Brief = The listing below should be reproduced precisely, except for its images.

Data for the task =
*** Begin section ***

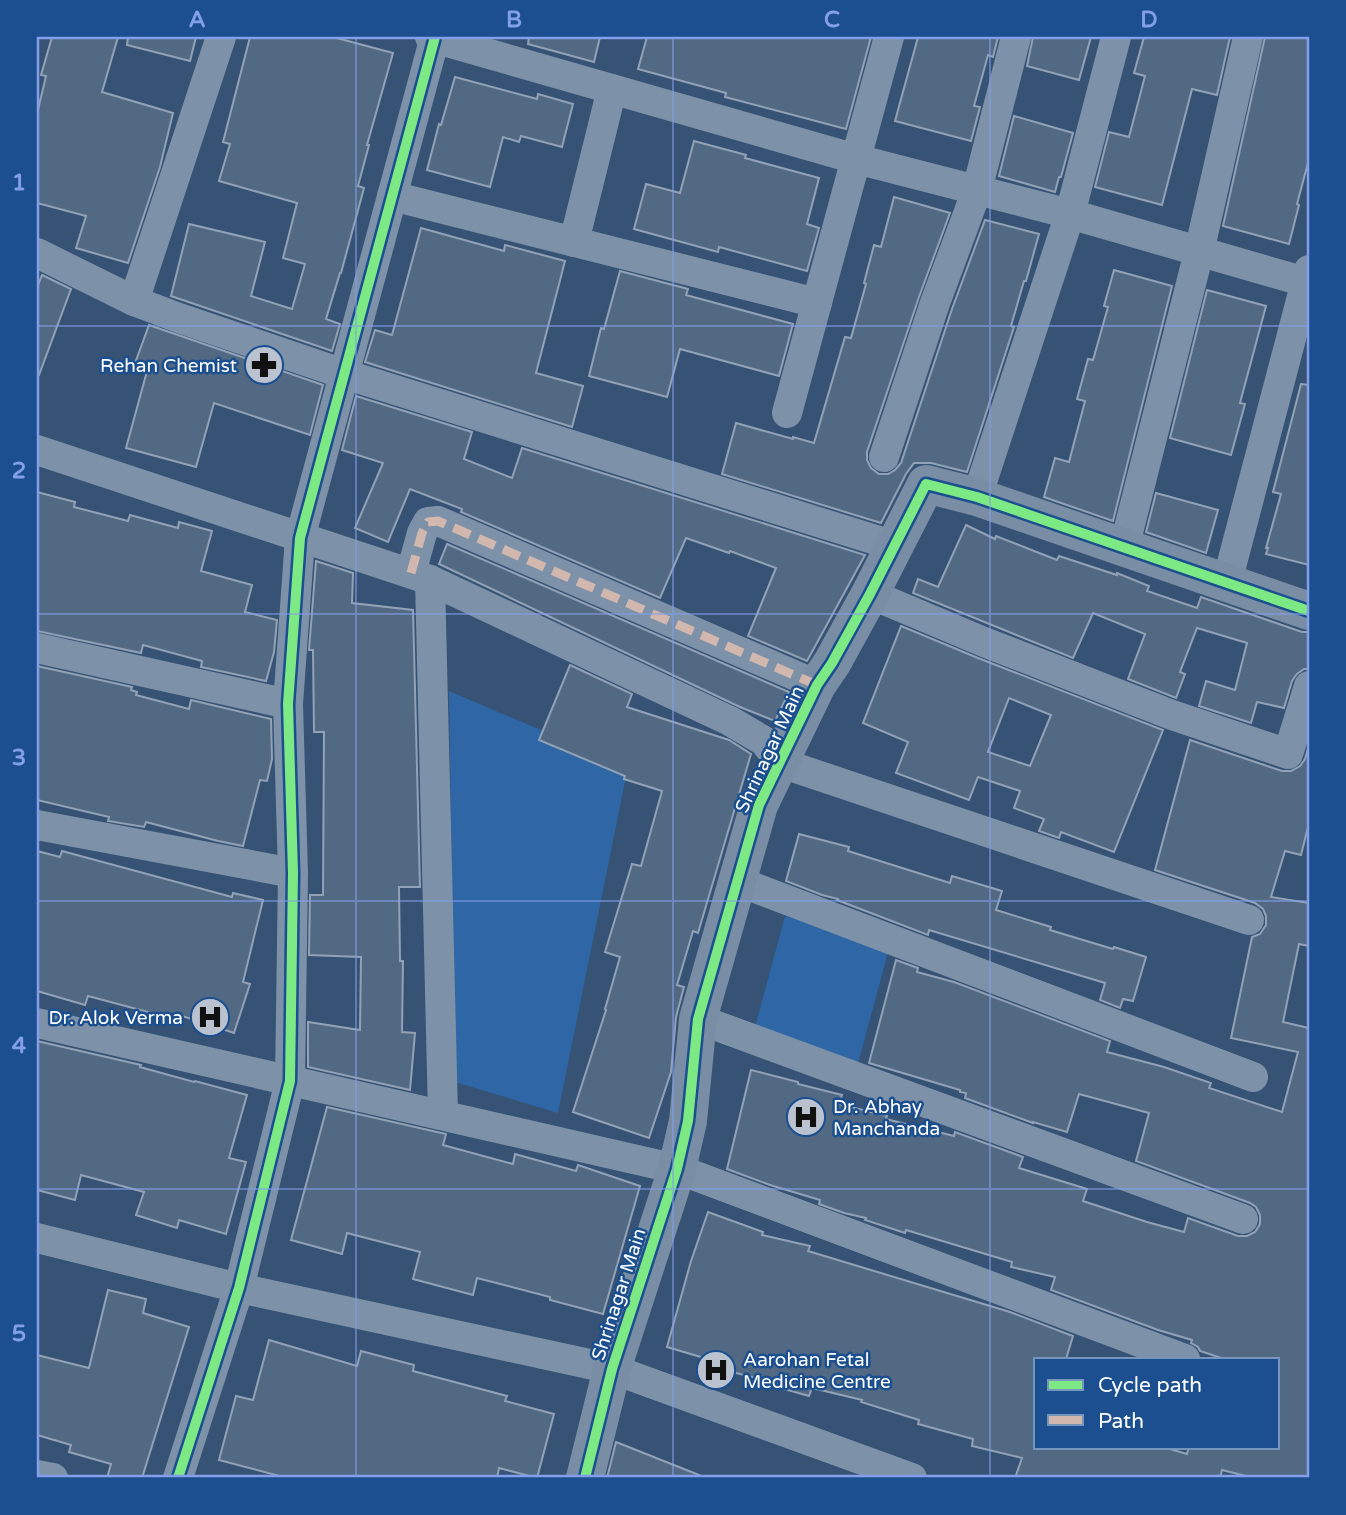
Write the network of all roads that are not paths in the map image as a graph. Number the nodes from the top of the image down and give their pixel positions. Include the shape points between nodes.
1 (221, 37) edge
2 (434, 37) edge
3 (889, 37) edge
4 (1016, 37) edge
5 (1116, 37) edge
6 (1248, 37) edge
7 (612, 89) junction
8 (856, 159) junction
9 (977, 190) junction
10 (392, 196) junction
11 (1070, 214) junction
12 (574, 242) junction
13 (1199, 252) junction
14 (37, 253) edge
15 (1308, 279) edge
16 (134, 301) junction
17 (817, 303) junction
18 (344, 374) junction
19 (787, 413) dead end
20 (37, 450) edge
21 (884, 457) dead end
22 (977, 497) junction
23 (300, 538) junction
24 (895, 546) junction
25 (1124, 548) junction
26 (420, 577) junction
27 (1227, 582) junction
28 (870, 594) junction
29 (1309, 611) edge
30 (37, 648) edge
31 (817, 685) junction
32 (1309, 686) edge
33 (288, 704) junction
34 (781, 763) junction
35 (37, 825) edge
36 (293, 873) junction
37 (737, 881) junction
38 (1249, 920) dead end
39 (698, 1020) junction
40 (37, 1023) edge
41 (1253, 1077) dead end
42 (290, 1081) junction
43 (443, 1115) junction
44 (677, 1169) junction
45 (1243, 1219) dead end
46 (37, 1238) edge
47 (239, 1289) junction
48 (1182, 1358) edge
49 (612, 1369) junction
50 (37, 1475) edge
51 (53, 1478) edge
52 (178, 1478) edge
53 (585, 1478) edge
54 (912, 1478) edge

1 - 16 street
2 - 7 street
2 - 10 street
3 - 8 street
4 - 9 street
5 - 11 street
6 - 13 street
7 - 8 street
7 - 12 street
8 - 9 street
8 - 17 street
9 - 11 street
9 - 21 street
10 - 12 street
10 - 18 street
11 - 13 street
11 - 22 street
12 - 17 street
13 - 15 street
13 - 25 street
14 - 16 street
15 - 27 street
16 - 18 street
17 - 19 street
18 - 23 street
18 - 24 street
20 - 23 street
22 - 24 street, Shrinagar Main via 926,484
22 - 25 street, Shrinagar Main
23 - 26 street
23 - 33 street
24 - 28 street, Shrinagar Main
25 - 27 street, Shrinagar Main
26 - 31 street via 422,533 428,522 438,521
26 - 34 street via 730,721 764,741
26 - 43 street
27 - 29 street, Shrinagar Main
28 - 31 street, Shrinagar Main
28 - 32 street via 1172,715 1287,754
30 - 33 street
31 - 34 street, Shrinagar Main
33 - 36 street
34 - 37 street, Shrinagar Main via 759,805
34 - 38 street
35 - 36 street
36 - 42 street
37 - 39 street, Shrinagar Main
37 - 41 street
39 - 44 street, Shrinagar Main via 688,1121
39 - 45 street
40 - 42 street
42 - 43 street
42 - 47 street
43 - 44 street
44 - 48 street
44 - 49 street, Shrinagar Main
46 - 47 street
47 - 49 street
47 - 52 street
49 - 53 street, Shrinagar Main
49 - 54 street
50 - 51 street

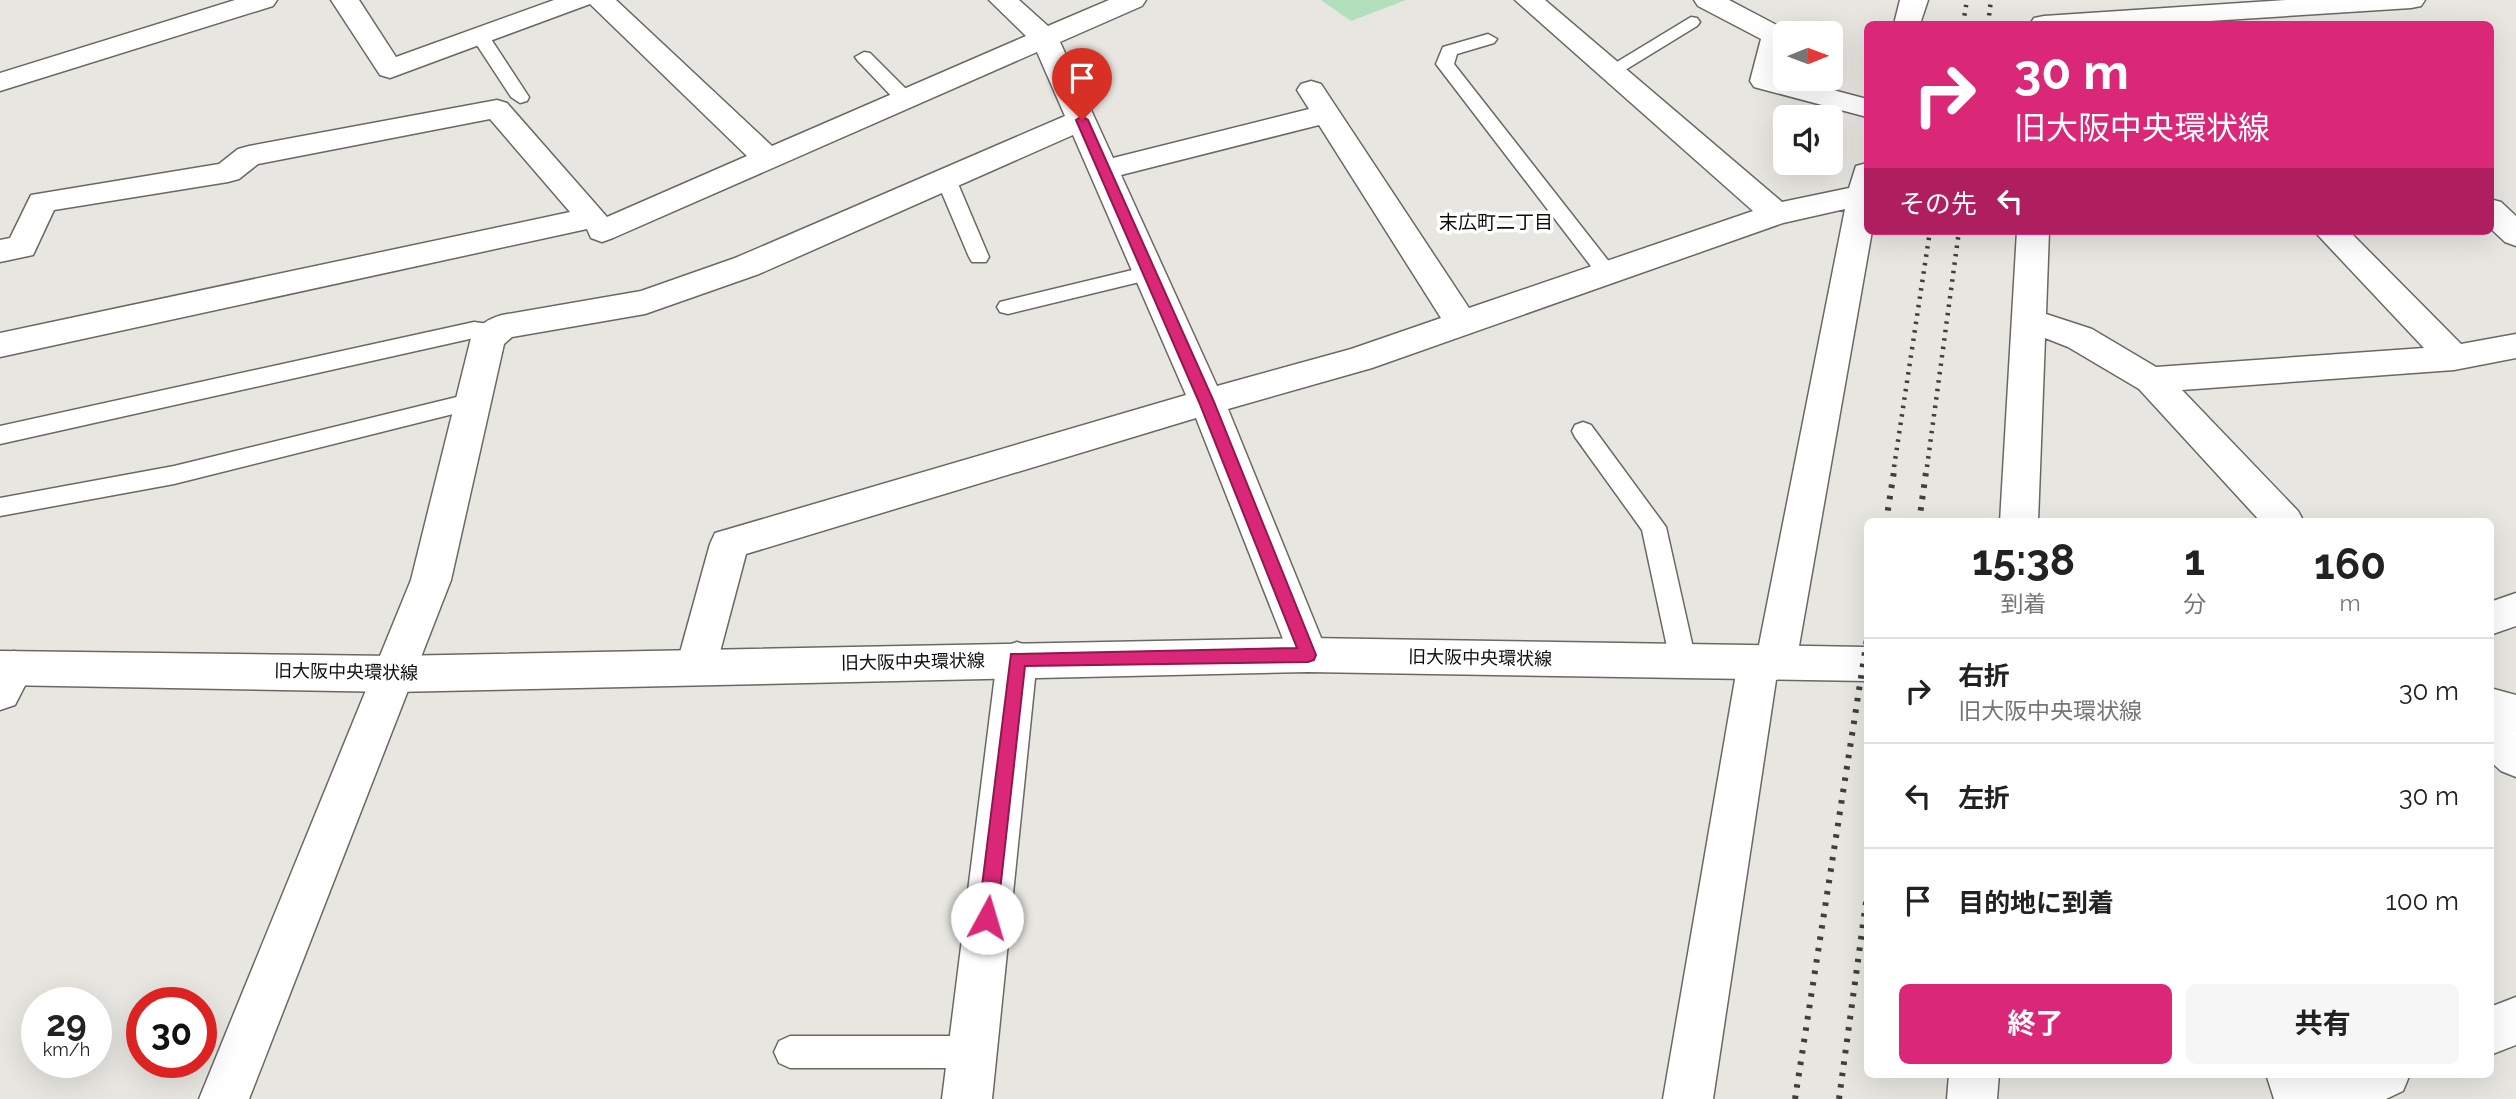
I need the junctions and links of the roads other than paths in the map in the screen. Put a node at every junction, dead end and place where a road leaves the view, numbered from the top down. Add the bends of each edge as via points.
1 (263, 0) edge
2 (345, 0) edge
3 (579, 0) edge
4 (600, 0) edge
5 (1003, 0) edge
6 (1132, 0) edge
7 (1529, 0) edge
8 (1913, 0) edge
9 (2045, 0) edge
10 (2411, 0) edge
11 (1700, 11) edge
12 (2295, 11) edge
13 (1909, 21) edge
14 (2044, 21) edge
15 (2102, 21) edge
16 (480, 36) junction
17 (1045, 39) junction
18 (1488, 39) dead end
19 (864, 57) dead end
20 (1611, 71) junction
21 (0, 82) edge
22 (520, 97) dead end
23 (906, 100) junction
24 (1864, 107) edge
25 (1082, 120) junction
26 (769, 160) junction
27 (1104, 170) junction
28 (946, 179) junction
29 (1864, 184) edge
30 (2494, 213) edge
31 (1776, 214) junction
32 (602, 231) dead end
33 (2033, 235) edge
34 (2334, 235) edge
35 (2516, 235) edge
36 (0, 251) edge
37 (979, 257) dead end
38 (1149, 273) junction
39 (1607, 273) junction
40 (1008, 307) dead end
41 (2028, 320) junction
42 (1462, 324) junction
43 (496, 331) junction
44 (0, 345) edge
45 (2516, 346) edge
46 (2455, 358) junction
47 (2151, 380) junction
48 (473, 401) junction
49 (1207, 402) junction
50 (1583, 430) dead end
51 (0, 435) edge
52 (0, 507) edge
53 (2019, 518) edge
54 (2281, 518) edge
55 (2516, 609) edge
56 (2494, 617) edge
57 (1308, 655) junction
58 (1017, 659) junction
59 (1683, 661) junction
60 (1767, 662) junction
61 (1864, 664) edge
62 (696, 667) junction
63 (394, 674) junction
64 (5, 676) edge
65 (2494, 707) edge
66 (2516, 713) edge
67 (2494, 738) edge
68 (2516, 758) edge
69 (2516, 1021) edge
70 (2494, 1029) edge
71 (790, 1052) dead end
72 (972, 1052) junction
73 (1974, 1078) edge
74 (2292, 1078) edge
75 (2377, 1078) edge
76 (224, 1099) edge
77 (967, 1099) edge
78 (1688, 1099) edge
79 (1972, 1099) edge
80 (2299, 1099) edge
81 (2327, 1099) edge

1 - 21 street
2 - 16 street via 390,69
3 - 16 street
4 - 26 street
5 - 17 street
6 - 17 street
7 - 20 street
8 - 13 street
9 - 14 street
10 - 12 street
11 - 20 lane
11 - 24 street via 1776,36 1764,81
12 - 15 street
16 - 22 lane
17 - 23 street
17 - 25 street
18 - 39 lane via 1449,51 1445,64
19 - 23 lane
20 - 31 street
23 - 26 street
25 - 27 street
25 - 28 street
26 - 32 street
27 - 38 street
27 - 42 street via 1319,102
28 - 37 lane
28 - 43 street via 747,266 645,302
29 - 31 street
29 - 60 street
30 - 35 street
31 - 39 street
33 - 41 street
34 - 46 street
36 - 44 street via 22,247 42,202 228,172 250,156 497,109 592,218
38 - 40 lane
38 - 49 street
39 - 42 street
41 - 47 street via 2080,338
41 - 53 street
42 - 49 street via 1360,359
43 - 48 street via 488,338
43 - 51 lane via 474,330
45 - 46 street
46 - 47 street
47 - 54 street
48 - 52 lane via 174,475
48 - 63 street via 431,580
49 - 57 street
49 - 62 street via 729,544
50 - 59 lane via 1654,527
55 - 56 street
57 - 58 street, 旧大阪中央環状線
57 - 59 street, 旧大阪中央環状線
58 - 62 street, 旧大阪中央環状線
58 - 72 street
59 - 60 street, 旧大阪中央環状線
60 - 61 street, 旧大阪中央環状線
60 - 78 street
62 - 63 street, 旧大阪中央環状線
63 - 64 street, 旧大阪中央環状線
63 - 76 street
65 - 66 street
67 - 68 street
69 - 70 street
71 - 72 lane
72 - 77 street
73 - 79 street
74 - 80 street
75 - 81 street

*** End section ***

Exercise output =
Write the network of all roads that are not paths in the map image as a graph. Number the nodes from the top of the image down and give their pixel positions. Include the shape points between nodes.
1 (221, 37) edge
2 (434, 37) edge
3 (889, 37) edge
4 (1016, 37) edge
5 (1116, 37) edge
6 (1248, 37) edge
7 (612, 89) junction
8 (856, 159) junction
9 (977, 190) junction
10 (392, 196) junction
11 (1070, 214) junction
12 (574, 242) junction
13 (1199, 252) junction
14 (37, 253) edge
15 (1308, 279) edge
16 (134, 301) junction
17 (817, 303) junction
18 (344, 374) junction
19 (787, 413) dead end
20 (37, 450) edge
21 (884, 457) dead end
22 (977, 497) junction
23 (300, 538) junction
24 (895, 546) junction
25 (1124, 548) junction
26 (420, 577) junction
27 (1227, 582) junction
28 (870, 594) junction
29 (1309, 611) edge
30 (37, 648) edge
31 (817, 685) junction
32 (1309, 686) edge
33 (288, 704) junction
34 (781, 763) junction
35 (37, 825) edge
36 (293, 873) junction
37 (737, 881) junction
38 (1249, 920) dead end
39 (698, 1020) junction
40 (37, 1023) edge
41 (1253, 1077) dead end
42 (290, 1081) junction
43 (443, 1115) junction
44 (677, 1169) junction
45 (1243, 1219) dead end
46 (37, 1238) edge
47 (239, 1289) junction
48 (1182, 1358) edge
49 (612, 1369) junction
50 (37, 1475) edge
51 (53, 1478) edge
52 (178, 1478) edge
53 (585, 1478) edge
54 (912, 1478) edge

1 - 16 street
2 - 7 street
2 - 10 street
3 - 8 street
4 - 9 street
5 - 11 street
6 - 13 street
7 - 8 street
7 - 12 street
8 - 9 street
8 - 17 street
9 - 11 street
9 - 21 street
10 - 12 street
10 - 18 street
11 - 13 street
11 - 22 street
12 - 17 street
13 - 15 street
13 - 25 street
14 - 16 street
15 - 27 street
16 - 18 street
17 - 19 street
18 - 23 street
18 - 24 street
20 - 23 street
22 - 24 street, Shrinagar Main via 926,484
22 - 25 street, Shrinagar Main
23 - 26 street
23 - 33 street
24 - 28 street, Shrinagar Main
25 - 27 street, Shrinagar Main
26 - 31 street via 422,533 428,522 438,521
26 - 34 street via 730,721 764,741
26 - 43 street
27 - 29 street, Shrinagar Main
28 - 31 street, Shrinagar Main
28 - 32 street via 1172,715 1287,754
30 - 33 street
31 - 34 street, Shrinagar Main
33 - 36 street
34 - 37 street, Shrinagar Main via 759,805
34 - 38 street
35 - 36 street
36 - 42 street
37 - 39 street, Shrinagar Main
37 - 41 street
39 - 44 street, Shrinagar Main via 688,1121
39 - 45 street
40 - 42 street
42 - 43 street
42 - 47 street
43 - 44 street
44 - 48 street
44 - 49 street, Shrinagar Main
46 - 47 street
47 - 49 street
47 - 52 street
49 - 53 street, Shrinagar Main
49 - 54 street
50 - 51 street

I need the junctions and links of the roads other than paths in the map in the screen. Put a node at every junction, dead end and place where a road leaves the view, numbered from the top down. Add the bends of each edge as via points.
1 (263, 0) edge
2 (345, 0) edge
3 (579, 0) edge
4 (600, 0) edge
5 (1003, 0) edge
6 (1132, 0) edge
7 (1529, 0) edge
8 (1913, 0) edge
9 (2045, 0) edge
10 (2411, 0) edge
11 (1700, 11) edge
12 (2295, 11) edge
13 (1909, 21) edge
14 (2044, 21) edge
15 (2102, 21) edge
16 (480, 36) junction
17 (1045, 39) junction
18 (1488, 39) dead end
19 (864, 57) dead end
20 (1611, 71) junction
21 (0, 82) edge
22 (520, 97) dead end
23 (906, 100) junction
24 (1864, 107) edge
25 (1082, 120) junction
26 (769, 160) junction
27 (1104, 170) junction
28 (946, 179) junction
29 (1864, 184) edge
30 (2494, 213) edge
31 (1776, 214) junction
32 (602, 231) dead end
33 (2033, 235) edge
34 (2334, 235) edge
35 (2516, 235) edge
36 (0, 251) edge
37 (979, 257) dead end
38 (1149, 273) junction
39 (1607, 273) junction
40 (1008, 307) dead end
41 (2028, 320) junction
42 (1462, 324) junction
43 (496, 331) junction
44 (0, 345) edge
45 (2516, 346) edge
46 (2455, 358) junction
47 (2151, 380) junction
48 (473, 401) junction
49 (1207, 402) junction
50 (1583, 430) dead end
51 (0, 435) edge
52 (0, 507) edge
53 (2019, 518) edge
54 (2281, 518) edge
55 (2516, 609) edge
56 (2494, 617) edge
57 (1308, 655) junction
58 (1017, 659) junction
59 (1683, 661) junction
60 (1767, 662) junction
61 (1864, 664) edge
62 (696, 667) junction
63 (394, 674) junction
64 (5, 676) edge
65 (2494, 707) edge
66 (2516, 713) edge
67 (2494, 738) edge
68 (2516, 758) edge
69 (2516, 1021) edge
70 (2494, 1029) edge
71 (790, 1052) dead end
72 (972, 1052) junction
73 (1974, 1078) edge
74 (2292, 1078) edge
75 (2377, 1078) edge
76 (224, 1099) edge
77 (967, 1099) edge
78 (1688, 1099) edge
79 (1972, 1099) edge
80 (2299, 1099) edge
81 (2327, 1099) edge

1 - 21 street
2 - 16 street via 390,69
3 - 16 street
4 - 26 street
5 - 17 street
6 - 17 street
7 - 20 street
8 - 13 street
9 - 14 street
10 - 12 street
11 - 20 lane
11 - 24 street via 1776,36 1764,81
12 - 15 street
16 - 22 lane
17 - 23 street
17 - 25 street
18 - 39 lane via 1449,51 1445,64
19 - 23 lane
20 - 31 street
23 - 26 street
25 - 27 street
25 - 28 street
26 - 32 street
27 - 38 street
27 - 42 street via 1319,102
28 - 37 lane
28 - 43 street via 747,266 645,302
29 - 31 street
29 - 60 street
30 - 35 street
31 - 39 street
33 - 41 street
34 - 46 street
36 - 44 street via 22,247 42,202 228,172 250,156 497,109 592,218
38 - 40 lane
38 - 49 street
39 - 42 street
41 - 47 street via 2080,338
41 - 53 street
42 - 49 street via 1360,359
43 - 48 street via 488,338
43 - 51 lane via 474,330
45 - 46 street
46 - 47 street
47 - 54 street
48 - 52 lane via 174,475
48 - 63 street via 431,580
49 - 57 street
49 - 62 street via 729,544
50 - 59 lane via 1654,527
55 - 56 street
57 - 58 street, 旧大阪中央環状線
57 - 59 street, 旧大阪中央環状線
58 - 62 street, 旧大阪中央環状線
58 - 72 street
59 - 60 street, 旧大阪中央環状線
60 - 61 street, 旧大阪中央環状線
60 - 78 street
62 - 63 street, 旧大阪中央環状線
63 - 64 street, 旧大阪中央環状線
63 - 76 street
65 - 66 street
67 - 68 street
69 - 70 street
71 - 72 lane
72 - 77 street
73 - 79 street
74 - 80 street
75 - 81 street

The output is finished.